While some of these photographs have been exhibited over the past few years, an exhibition of 19 of these photographs, some as large as 10 feet wide, has just opened at the National Gallery in Washington D.C. and is the first time that this many works from this series can be seen together. It’s a stunning and disquieting view of trouble in paradise.

















Friday, June 6, 2008

Weekend Video




Given the popularity of my post on the various tribute versions of Mariah Carey’s “Touch My Body” found on YouTube, I thought I’d snoop around to see what versions of the current summer hits were popping up.
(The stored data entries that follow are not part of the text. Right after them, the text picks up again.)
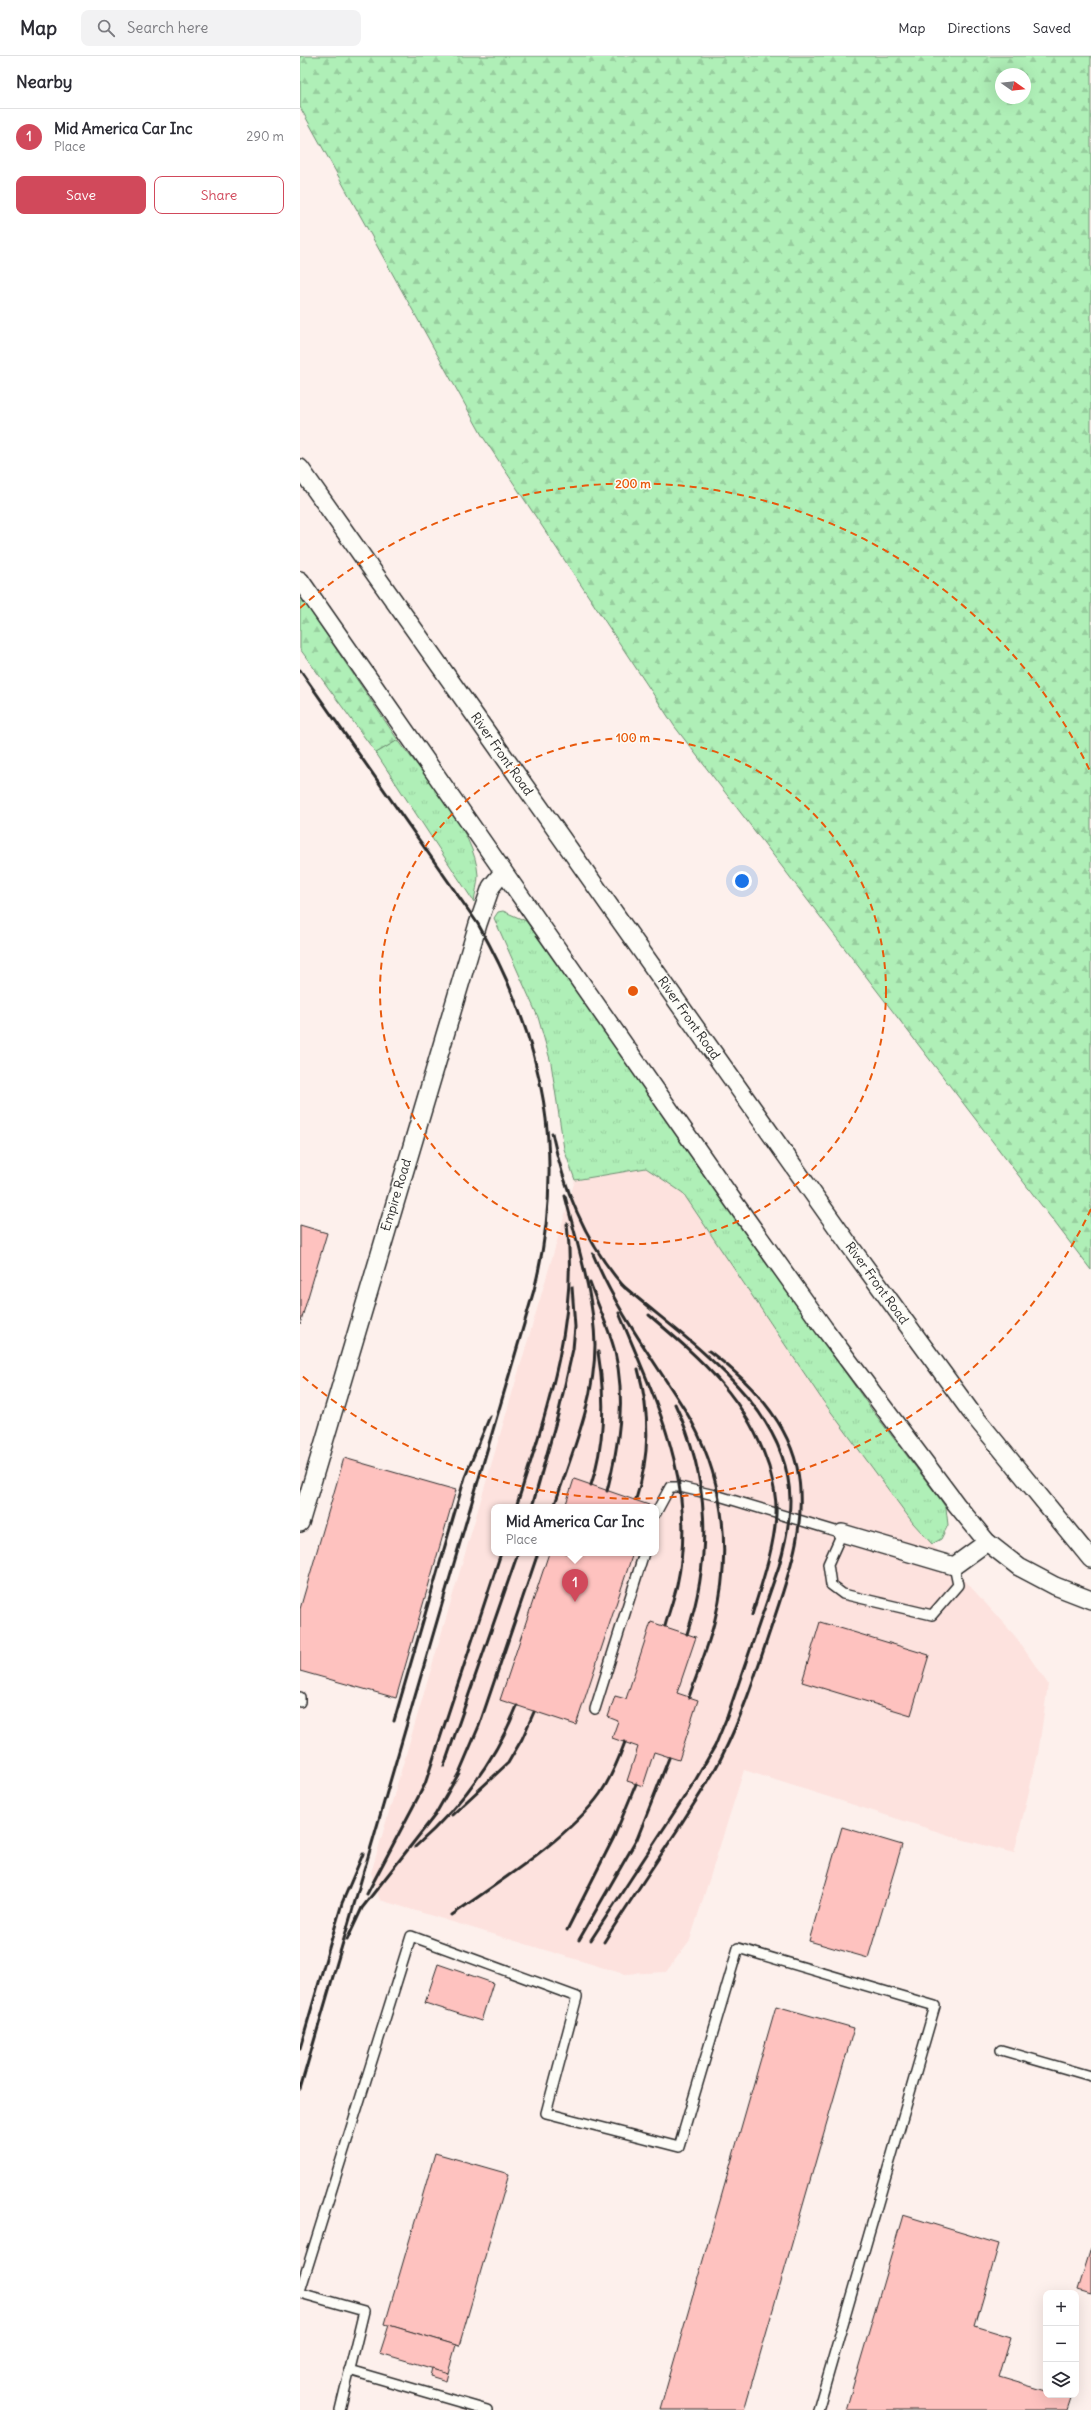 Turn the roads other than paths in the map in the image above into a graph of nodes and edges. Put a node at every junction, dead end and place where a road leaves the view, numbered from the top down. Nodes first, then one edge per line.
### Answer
1 (300, 468) edge
2 (300, 580) edge
3 (503, 872) junction
4 (659, 1507) edge
5 (300, 1523) edge
6 (842, 1533) junction
7 (987, 1542) junction
8 (643, 1556) edge
9 (1091, 1559) edge
10 (954, 1566) junction
11 (1091, 1600) edge
12 (300, 1697) edge
13 (300, 1702) edge
14 (595, 1709) dead end
15 (1001, 2050) dead end
16 (1091, 2076) edge
17 (300, 2292) edge
18 (349, 2370) junction
19 (340, 2410) edge
20 (487, 2410) edge
21 (818, 2410) edge

1 - 9 street, River Front Road
2 - 3 street
3 - 5 street, Empire Road
3 - 7 street
4 - 6 lane
6 - 10 street
6 - 10 lane
7 - 10 street
7 - 11 street
8 - 14 lane
12 - 13 lane
15 - 16 lane
17 - 18 lane
17 - 21 lane
18 - 19 lane
18 - 20 lane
To my surprise, so many of the tributes were good, I had
to resist any cheap shots and focus instead on three astoundingly strong performances.

Above – Colin Jennison backed by his brother taking a hack at Coldplay’s “Viva La Vida” two days after it's release.
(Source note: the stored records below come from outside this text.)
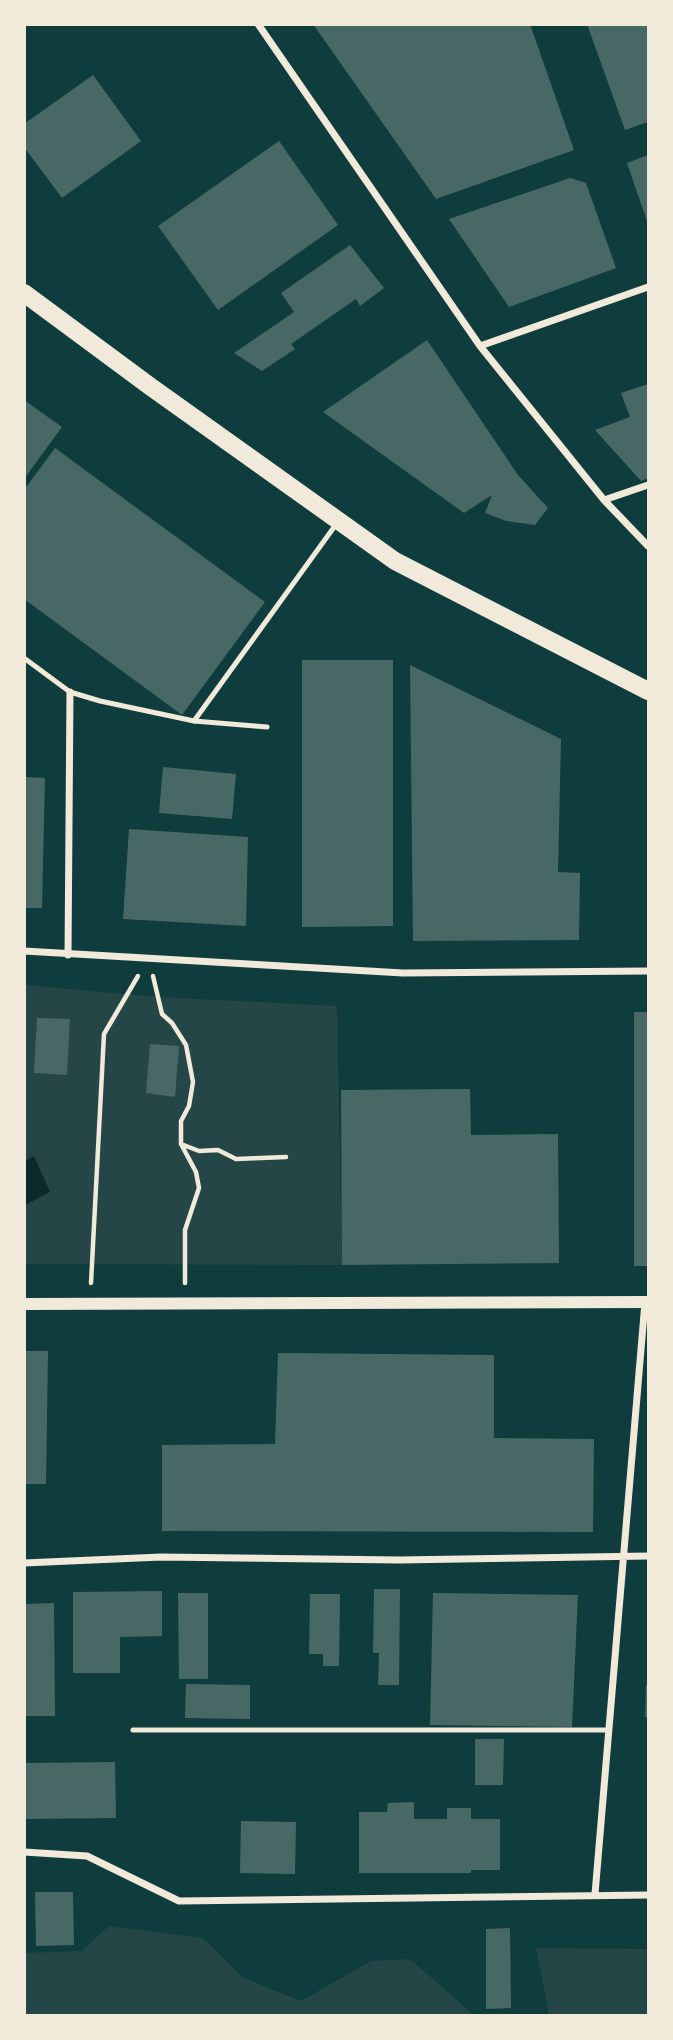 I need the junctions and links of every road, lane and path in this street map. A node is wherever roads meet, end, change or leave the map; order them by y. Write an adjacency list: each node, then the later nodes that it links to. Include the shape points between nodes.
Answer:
1 (258, 24): 4 (street)
2 (649, 287): 4 (street)
3 (24, 293): 7 (main road)
4 (480, 346): 6 (street)
5 (649, 485): 6 (street)
6 (604, 500): 8 (street)
7 (339, 520): 10 (main road, via 395,561); 12 (lane)
8 (649, 546)
9 (24, 659): 11 (lane)
10 (649, 691)
11 (70, 692): 12 (lane); 15 (street)
12 (194, 722): 13 (lane)
13 (267, 727)
14 (24, 951): 15 (street)
15 (68, 954): 16 (street)
16 (148, 960): 17 (street, via 403,973); 18 (path, via 162,1014 186,1045 193,1082 190,1106 181,1121); 22 (path, via 104,1034)
17 (649, 971)
18 (181, 1144): 19 (path, via 199,1151 218,1150 236,1159); 23 (path, via 199,1188 185,1230)
19 (285, 1157)
20 (647, 1302): 23 (street); 24 (street)
21 (24, 1304): 22 (street)
22 (90, 1304): 23 (street)
23 (186, 1305)
24 (624, 1556): 25 (street); 26 (street, via 399,1560 161,1557); 28 (street)
25 (649, 1556)
26 (24, 1563)
27 (133, 1730): 28 (lane)
28 (607, 1730): 30 (street)
29 (24, 1852): 30 (street, via 87,1856 179,1901)
30 (595, 1894): 31 (street)
31 (649, 1895)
Below – Salicia singing Rihanna’s “Take a Bow” and 12 year old Jessica Sanchez’s version of “Bleeding Love” by Leona Lewis.






Thursday, June 5, 2008

Let Freedom Bling




I just came across Shirin Aliabadi’s work and her two series “Miss Hybrid” (above) and “Freedom Is Boring, Censorship Is Fun” (below). In Aliabadi’s pictures, the subjects are young Iranian women who in spite of the oppression of Islam seem to be defying our stereotypes and having a good time. It’s a welcome revision to our view of the Middle East.

“Freedom Is Boring, Censorship Is Fun” like Andrew Bush’s “Vector Portraits” focuses on the way we live in cars to find its insights into contemporary life. Clearly the idea is as valid in Tehran as on Interstate 405.
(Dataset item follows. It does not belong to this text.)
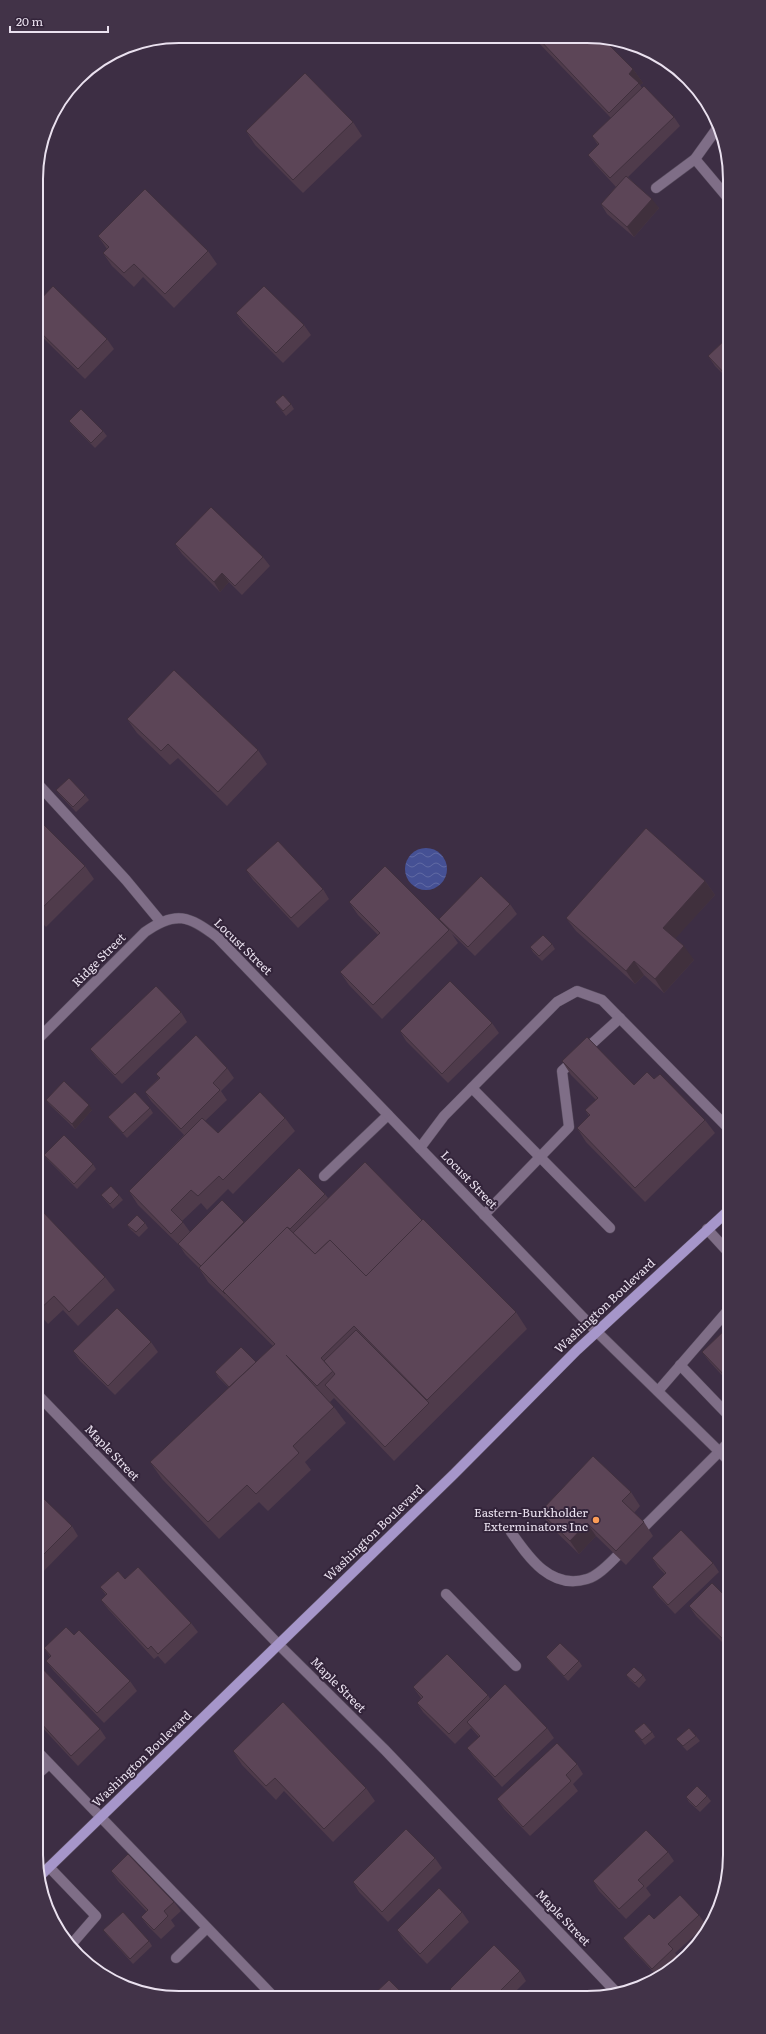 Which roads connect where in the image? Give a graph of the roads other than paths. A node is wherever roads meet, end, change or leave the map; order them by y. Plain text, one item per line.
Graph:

Aliabadi’s latest series, “Miss Hybrid”, pokes fun at the style and beauty trends among fashionista Iranians, where the current vogue is for blond hair, light-colored contact lenses, occasional facial piercing and most importantly, surgical nose tape. (It's like the current trend for faux glasses.)

“Miss Hybrid” Aliabadi suggests, should be seen as an alternative beauty manifesto positing that natural beauty is unfair, elitist, and irrelevant - while artificial beauty and the need to transform into someone else via cosmetic intervention can be regarded as a healthy exercise in cultural rebellion and global integration. Now that's an radical and original concept!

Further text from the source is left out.